Is the transition to secularism in the West inexorable? There’s so much media coverage of the pockets of superstition and religious ideology that it sometimes seems we’re not making headway against religious privilege and naïve religious belief.
The Pope’s visit to Ireland, however, shows how drastically things have changed in a short time. Check out this selection of articles:
- Irish PM: time to move Catholic church from centre of society (The Guardian, Australia)

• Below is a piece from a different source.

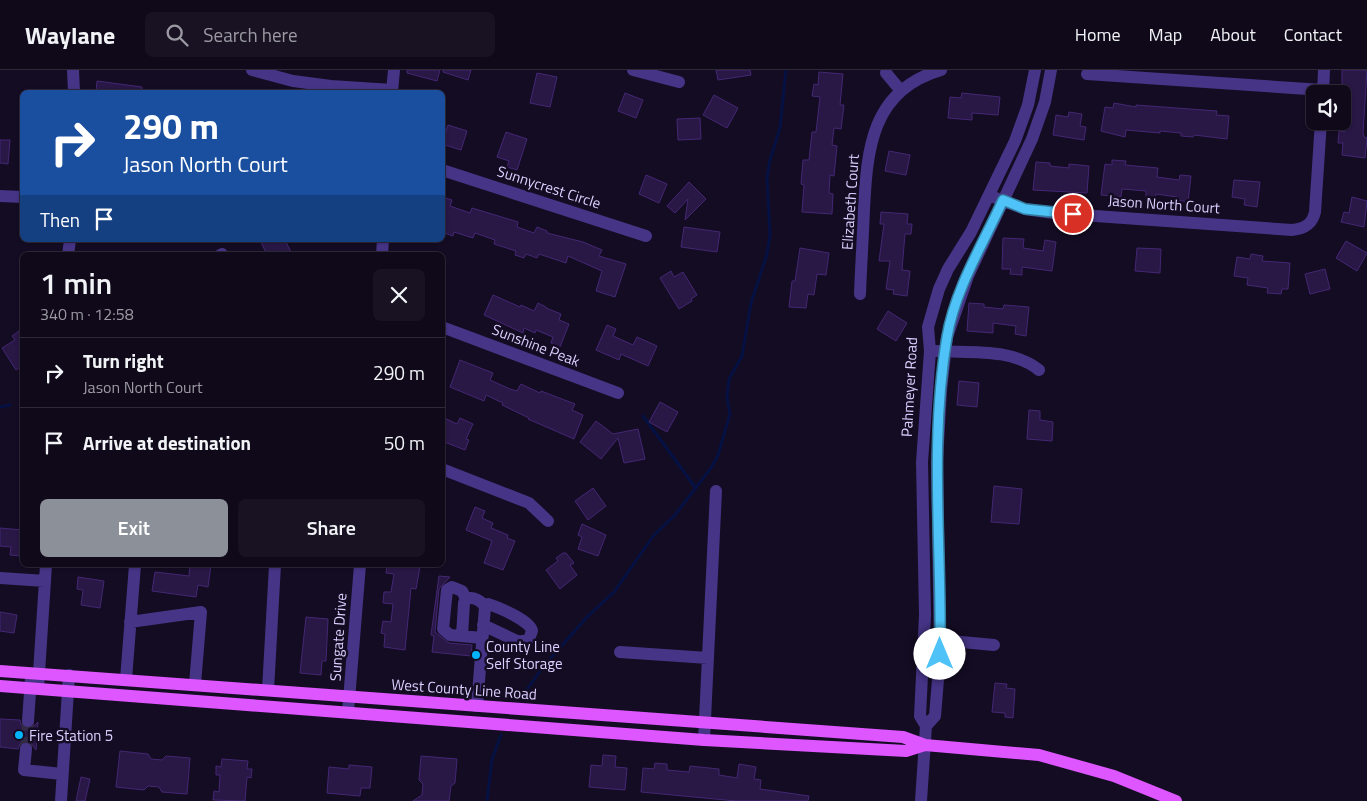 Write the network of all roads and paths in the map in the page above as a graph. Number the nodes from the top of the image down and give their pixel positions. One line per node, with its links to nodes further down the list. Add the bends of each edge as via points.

- Pope Francis to find Ireland transformed, troubled by Catholic Church (Sydney Morning Herald)
- What will the pope have to say now that Ireland’s dirty secrets are out? (The Guardian, Australia)
- It’s too late. Not even Pope Francis can resurrect Catholic Ireland (The Guardian, Australia)
Closer to home, there’s good news on the evolution vs creationism front. Biology students are much less likely than their forerunners of 30 years ago to espouse creationism, and much more likely to say that God is not involved in evolution.
Vigilance is still necessary, however, to call out the abuse of religious privilege and self-interest. The activities of the Exclusive Brethren have been under the spotlight (again), and we still allow tax concessions for some of those who show the least respect and compassion for marginalised LGBTI people.
In the interests of fairness, however, the recent news about succession at the Wayside Chapel shows the value that religion, done well, can add to our society. It’s reasonable to ask who might have got this amazing endeavour underway in a completely secular society.